4. The arbour is both eco corridor and productive landscape (grapes). All buildings go beyond the environmental code by utilizing passive solar control, natural lighting and cross ventilation.
Social sustainability is addressed through public space and the provision of activities for all generations. Health benefits are achieved by the sports programs and the encouragement of walking and riding.
5. Specific principles for this project are:
– parks are for everyone;
– pedestrian paths should be continuous;
– urban spaces must have identities;
– urban dwellers should connect to nature;
– urban dwellers must exercise;
– cities must accommodate nature;
– city transportation must focus on efficient and
sustainable modes.
Summary
Promenade
This project forms part of a 2.6km axis which connects Jiangyin’s new CBD with significant topography. This successful axis has become a destination in itself, an attractor to users from both the CBD and beyond.
Arbour
In this climate, high levels of pedestrian amenity is fundamental to the design of this project. So an arbour of steel, wisteria and grape vines, provides summer shade; protection from winter winds and rain; and a cathedral-like spatial experience.
Leisure
Places of intense leisure activity have an increasingly important role to play in a Chinese city’s social well-being. The proposed axial promenade provides programs for all ages: basketball court, an adventure playground, tea-houses and restaurants, roller skating park, open lawns, and public plazas.
Bridges
Two bridges give continuity and three-dimensional legibility to the axis, while providing landmarks along major city vehicle routes, reinforcing the importance of the axis in the emerging identity of the CBD.
Their meandering trajectory provides pedestrians with changing views of the CBD, lake, and mountain district. Both bridges continue at a gentle grade into the sports park and other programs and spaces, before coming together again to begin the ascent over the next major roadway.
Sustainability
BAU initiated the Jiangyin new city centre axis to encourage the new population to socialize, exercise, visit the mountain park, and to bring nature back into the city. The Arbour Park is both eco corridor and productive landscape. It is both destination and route. It is both a place to socialize and a place to connect with nature. It rewards pedestrians and cyclists, not motorists. The site was previously cleared farmland. This project re-established trees planting and connects the forested mountain environment’s flora and fauna with the city and the river parkland within it.

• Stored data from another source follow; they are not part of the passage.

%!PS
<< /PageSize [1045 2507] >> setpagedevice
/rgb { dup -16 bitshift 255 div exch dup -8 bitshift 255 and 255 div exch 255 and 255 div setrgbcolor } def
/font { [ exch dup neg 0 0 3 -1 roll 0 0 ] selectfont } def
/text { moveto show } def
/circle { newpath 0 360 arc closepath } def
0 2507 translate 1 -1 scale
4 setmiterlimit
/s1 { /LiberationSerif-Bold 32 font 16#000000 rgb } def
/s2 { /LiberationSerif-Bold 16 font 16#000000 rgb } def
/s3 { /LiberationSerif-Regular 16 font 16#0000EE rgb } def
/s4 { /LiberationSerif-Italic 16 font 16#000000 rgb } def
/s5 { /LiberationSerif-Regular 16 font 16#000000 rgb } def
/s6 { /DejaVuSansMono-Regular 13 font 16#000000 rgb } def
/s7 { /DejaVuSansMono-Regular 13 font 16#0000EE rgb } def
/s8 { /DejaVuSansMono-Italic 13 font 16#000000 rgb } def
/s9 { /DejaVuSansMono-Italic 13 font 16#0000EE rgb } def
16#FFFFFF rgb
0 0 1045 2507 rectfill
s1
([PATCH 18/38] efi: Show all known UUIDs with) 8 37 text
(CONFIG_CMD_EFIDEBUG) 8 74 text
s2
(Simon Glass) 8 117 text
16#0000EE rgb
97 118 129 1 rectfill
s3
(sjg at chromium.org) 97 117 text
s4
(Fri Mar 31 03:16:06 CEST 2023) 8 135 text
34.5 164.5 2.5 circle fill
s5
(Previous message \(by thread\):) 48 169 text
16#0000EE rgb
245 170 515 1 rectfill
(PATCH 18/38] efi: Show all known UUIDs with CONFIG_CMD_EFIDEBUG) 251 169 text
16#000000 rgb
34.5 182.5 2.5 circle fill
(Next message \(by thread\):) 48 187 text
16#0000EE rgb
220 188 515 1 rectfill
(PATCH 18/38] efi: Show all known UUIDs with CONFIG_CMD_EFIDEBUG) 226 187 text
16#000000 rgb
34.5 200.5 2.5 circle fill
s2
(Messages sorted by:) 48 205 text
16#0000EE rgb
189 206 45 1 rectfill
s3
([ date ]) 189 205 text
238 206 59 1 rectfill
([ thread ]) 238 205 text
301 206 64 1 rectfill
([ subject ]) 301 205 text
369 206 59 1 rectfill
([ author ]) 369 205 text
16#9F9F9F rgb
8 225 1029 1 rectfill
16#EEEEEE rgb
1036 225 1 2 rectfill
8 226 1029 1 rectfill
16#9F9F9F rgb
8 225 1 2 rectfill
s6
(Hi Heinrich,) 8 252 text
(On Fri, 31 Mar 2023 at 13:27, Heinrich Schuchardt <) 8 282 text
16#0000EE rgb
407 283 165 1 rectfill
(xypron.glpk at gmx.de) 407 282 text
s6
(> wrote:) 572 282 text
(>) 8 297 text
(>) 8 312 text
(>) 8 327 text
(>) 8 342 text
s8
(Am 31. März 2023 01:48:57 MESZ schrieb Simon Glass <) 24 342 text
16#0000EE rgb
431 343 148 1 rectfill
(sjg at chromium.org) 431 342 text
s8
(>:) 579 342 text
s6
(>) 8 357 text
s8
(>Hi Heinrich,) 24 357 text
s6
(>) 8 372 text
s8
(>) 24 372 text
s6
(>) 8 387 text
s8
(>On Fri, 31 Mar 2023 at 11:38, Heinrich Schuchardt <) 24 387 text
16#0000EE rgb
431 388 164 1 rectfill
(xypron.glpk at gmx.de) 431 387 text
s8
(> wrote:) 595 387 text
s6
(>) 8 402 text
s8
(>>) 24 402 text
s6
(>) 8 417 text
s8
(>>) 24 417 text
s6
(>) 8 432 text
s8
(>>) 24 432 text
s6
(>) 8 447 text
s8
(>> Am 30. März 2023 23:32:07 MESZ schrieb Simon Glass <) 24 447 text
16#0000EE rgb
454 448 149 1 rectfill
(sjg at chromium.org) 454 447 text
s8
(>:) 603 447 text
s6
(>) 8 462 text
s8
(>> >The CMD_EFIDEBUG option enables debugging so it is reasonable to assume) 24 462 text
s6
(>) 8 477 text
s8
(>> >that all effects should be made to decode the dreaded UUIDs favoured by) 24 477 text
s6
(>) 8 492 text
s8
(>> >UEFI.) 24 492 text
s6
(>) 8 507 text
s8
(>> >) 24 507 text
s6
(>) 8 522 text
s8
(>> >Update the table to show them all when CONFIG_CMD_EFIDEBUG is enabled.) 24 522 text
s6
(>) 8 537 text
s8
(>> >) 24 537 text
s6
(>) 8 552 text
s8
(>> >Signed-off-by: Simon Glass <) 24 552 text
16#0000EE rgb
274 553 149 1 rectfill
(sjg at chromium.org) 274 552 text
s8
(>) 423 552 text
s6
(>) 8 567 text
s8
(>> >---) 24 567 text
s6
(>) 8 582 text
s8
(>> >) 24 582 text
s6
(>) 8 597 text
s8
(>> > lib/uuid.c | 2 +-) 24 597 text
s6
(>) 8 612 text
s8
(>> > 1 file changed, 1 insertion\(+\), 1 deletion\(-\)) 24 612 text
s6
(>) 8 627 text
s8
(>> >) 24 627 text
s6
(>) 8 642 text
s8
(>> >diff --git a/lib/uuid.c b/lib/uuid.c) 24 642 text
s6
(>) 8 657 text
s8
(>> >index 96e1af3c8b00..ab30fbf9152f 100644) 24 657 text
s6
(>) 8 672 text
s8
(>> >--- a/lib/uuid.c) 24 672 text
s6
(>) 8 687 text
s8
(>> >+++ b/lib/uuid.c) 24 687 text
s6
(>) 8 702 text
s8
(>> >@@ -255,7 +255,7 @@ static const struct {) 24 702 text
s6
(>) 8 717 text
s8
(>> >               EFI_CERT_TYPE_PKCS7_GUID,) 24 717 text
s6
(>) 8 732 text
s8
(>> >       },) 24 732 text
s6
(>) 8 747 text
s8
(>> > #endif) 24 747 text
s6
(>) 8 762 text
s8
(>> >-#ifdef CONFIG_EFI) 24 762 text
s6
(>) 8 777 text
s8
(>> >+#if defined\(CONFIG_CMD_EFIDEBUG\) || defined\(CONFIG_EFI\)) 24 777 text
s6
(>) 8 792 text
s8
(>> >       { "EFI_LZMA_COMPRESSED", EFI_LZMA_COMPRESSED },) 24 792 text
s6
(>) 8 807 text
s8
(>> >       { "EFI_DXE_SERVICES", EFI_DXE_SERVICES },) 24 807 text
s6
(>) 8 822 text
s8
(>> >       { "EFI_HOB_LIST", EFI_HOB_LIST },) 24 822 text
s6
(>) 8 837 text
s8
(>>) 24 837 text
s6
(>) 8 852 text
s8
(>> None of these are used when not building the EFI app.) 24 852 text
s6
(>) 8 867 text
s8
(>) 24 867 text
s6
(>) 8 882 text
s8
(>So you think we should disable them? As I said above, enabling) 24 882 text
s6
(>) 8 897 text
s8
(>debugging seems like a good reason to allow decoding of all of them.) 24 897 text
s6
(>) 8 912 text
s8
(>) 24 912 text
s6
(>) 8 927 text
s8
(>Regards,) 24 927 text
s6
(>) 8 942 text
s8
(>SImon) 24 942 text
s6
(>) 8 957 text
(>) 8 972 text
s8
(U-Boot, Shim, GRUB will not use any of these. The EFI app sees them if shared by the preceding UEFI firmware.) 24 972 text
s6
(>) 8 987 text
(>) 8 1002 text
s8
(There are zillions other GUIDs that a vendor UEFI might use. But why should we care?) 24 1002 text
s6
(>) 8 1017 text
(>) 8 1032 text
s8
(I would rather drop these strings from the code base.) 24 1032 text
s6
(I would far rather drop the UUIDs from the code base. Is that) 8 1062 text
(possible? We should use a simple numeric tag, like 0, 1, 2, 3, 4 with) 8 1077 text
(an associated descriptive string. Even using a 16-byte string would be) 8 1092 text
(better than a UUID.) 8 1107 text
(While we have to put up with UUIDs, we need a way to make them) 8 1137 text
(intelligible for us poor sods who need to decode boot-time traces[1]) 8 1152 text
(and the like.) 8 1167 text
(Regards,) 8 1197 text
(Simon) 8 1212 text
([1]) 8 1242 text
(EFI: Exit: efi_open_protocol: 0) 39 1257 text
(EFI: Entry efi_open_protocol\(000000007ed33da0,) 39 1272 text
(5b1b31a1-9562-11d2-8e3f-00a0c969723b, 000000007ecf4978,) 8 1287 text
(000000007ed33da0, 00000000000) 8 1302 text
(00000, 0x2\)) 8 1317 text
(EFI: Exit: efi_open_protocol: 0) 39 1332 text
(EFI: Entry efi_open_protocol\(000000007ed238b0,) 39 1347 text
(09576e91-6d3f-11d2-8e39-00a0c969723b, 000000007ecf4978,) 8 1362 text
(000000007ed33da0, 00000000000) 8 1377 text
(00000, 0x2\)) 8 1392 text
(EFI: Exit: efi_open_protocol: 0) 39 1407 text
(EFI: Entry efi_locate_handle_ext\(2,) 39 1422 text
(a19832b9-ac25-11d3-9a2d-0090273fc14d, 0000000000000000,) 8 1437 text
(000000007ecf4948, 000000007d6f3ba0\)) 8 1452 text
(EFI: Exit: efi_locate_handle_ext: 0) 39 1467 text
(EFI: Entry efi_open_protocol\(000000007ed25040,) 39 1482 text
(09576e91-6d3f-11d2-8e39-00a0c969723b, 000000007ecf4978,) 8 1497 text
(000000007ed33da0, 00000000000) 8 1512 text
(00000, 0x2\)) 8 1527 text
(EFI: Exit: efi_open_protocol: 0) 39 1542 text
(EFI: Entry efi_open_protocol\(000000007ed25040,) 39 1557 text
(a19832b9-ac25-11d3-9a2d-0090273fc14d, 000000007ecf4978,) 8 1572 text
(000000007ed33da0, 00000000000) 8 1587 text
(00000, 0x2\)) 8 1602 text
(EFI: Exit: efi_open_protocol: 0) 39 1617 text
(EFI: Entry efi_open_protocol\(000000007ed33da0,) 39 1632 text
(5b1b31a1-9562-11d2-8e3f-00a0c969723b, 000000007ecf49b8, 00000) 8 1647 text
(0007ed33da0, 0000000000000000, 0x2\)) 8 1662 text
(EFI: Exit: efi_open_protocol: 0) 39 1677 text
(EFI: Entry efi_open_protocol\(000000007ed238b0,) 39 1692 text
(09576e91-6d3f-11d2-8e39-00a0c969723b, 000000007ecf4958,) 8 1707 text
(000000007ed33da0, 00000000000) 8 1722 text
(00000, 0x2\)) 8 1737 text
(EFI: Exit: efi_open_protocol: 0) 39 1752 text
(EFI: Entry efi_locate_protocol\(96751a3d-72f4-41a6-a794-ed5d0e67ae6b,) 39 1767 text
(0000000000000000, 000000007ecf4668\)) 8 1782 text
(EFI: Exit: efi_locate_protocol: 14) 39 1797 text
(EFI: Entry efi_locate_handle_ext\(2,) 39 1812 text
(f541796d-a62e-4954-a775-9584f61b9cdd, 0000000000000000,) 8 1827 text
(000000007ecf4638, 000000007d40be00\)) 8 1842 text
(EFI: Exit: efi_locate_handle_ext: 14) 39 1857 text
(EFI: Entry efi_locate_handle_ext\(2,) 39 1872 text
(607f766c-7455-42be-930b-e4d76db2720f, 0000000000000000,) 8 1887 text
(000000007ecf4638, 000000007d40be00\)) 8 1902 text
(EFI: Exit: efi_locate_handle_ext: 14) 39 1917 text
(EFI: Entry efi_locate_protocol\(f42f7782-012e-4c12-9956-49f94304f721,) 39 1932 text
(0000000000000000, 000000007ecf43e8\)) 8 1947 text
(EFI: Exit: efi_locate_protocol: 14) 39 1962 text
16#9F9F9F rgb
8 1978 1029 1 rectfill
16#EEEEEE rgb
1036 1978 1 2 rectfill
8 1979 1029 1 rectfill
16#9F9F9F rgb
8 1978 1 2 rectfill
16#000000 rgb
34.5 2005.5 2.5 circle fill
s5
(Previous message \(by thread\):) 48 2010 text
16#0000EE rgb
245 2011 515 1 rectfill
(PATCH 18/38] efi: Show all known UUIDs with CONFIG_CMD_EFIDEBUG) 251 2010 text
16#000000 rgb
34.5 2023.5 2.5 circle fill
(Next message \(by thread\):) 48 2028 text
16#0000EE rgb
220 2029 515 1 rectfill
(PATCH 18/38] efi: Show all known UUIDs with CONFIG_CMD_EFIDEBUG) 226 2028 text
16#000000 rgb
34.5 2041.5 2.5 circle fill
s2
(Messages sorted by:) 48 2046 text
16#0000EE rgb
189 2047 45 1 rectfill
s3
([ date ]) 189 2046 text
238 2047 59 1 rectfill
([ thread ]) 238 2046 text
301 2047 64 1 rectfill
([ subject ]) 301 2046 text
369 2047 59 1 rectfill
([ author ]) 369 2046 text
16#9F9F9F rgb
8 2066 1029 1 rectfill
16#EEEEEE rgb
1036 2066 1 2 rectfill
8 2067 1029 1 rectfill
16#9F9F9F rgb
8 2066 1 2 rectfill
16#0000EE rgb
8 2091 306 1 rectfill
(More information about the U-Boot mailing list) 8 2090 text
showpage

Jiangyin suffers from extremely hot summers and cool winters. The arbor is planted with deciduous climbing Wisteria and Grape Vines to make the promenade bearable in summer. The grapes have proved to be popular with locals; picking grapes with all manner of implements has become a new urban recreation.
The Arbour Park uses land efficiently. It is narrow but the intensity and complexity of activity, amenity, planting, circulation, shade and rain shelter enables it to do the work of much larger parks. Beneath and above the elevated walkways are pavilions with services, restroom amenities, retail outlets, restaurants, cafes and tea houses. These pavilions each go beyond the environmental code and utilise passive solar control, natural lighting and cross ventilation.
Paradoxically, increasing affluence and urbanization in China are leading to the disappearance of opportunities for social and cultural gathering. Consequently, places of intense leisure activity have an increasingly important role to play in a city’s social and cultural well-being. The proposed axial promenade provides space for active and passive programs for all ages: basketball court, adventure playground (largest in the city, tea-houses and restaurants, roller skating park, open lawns, and public plazas.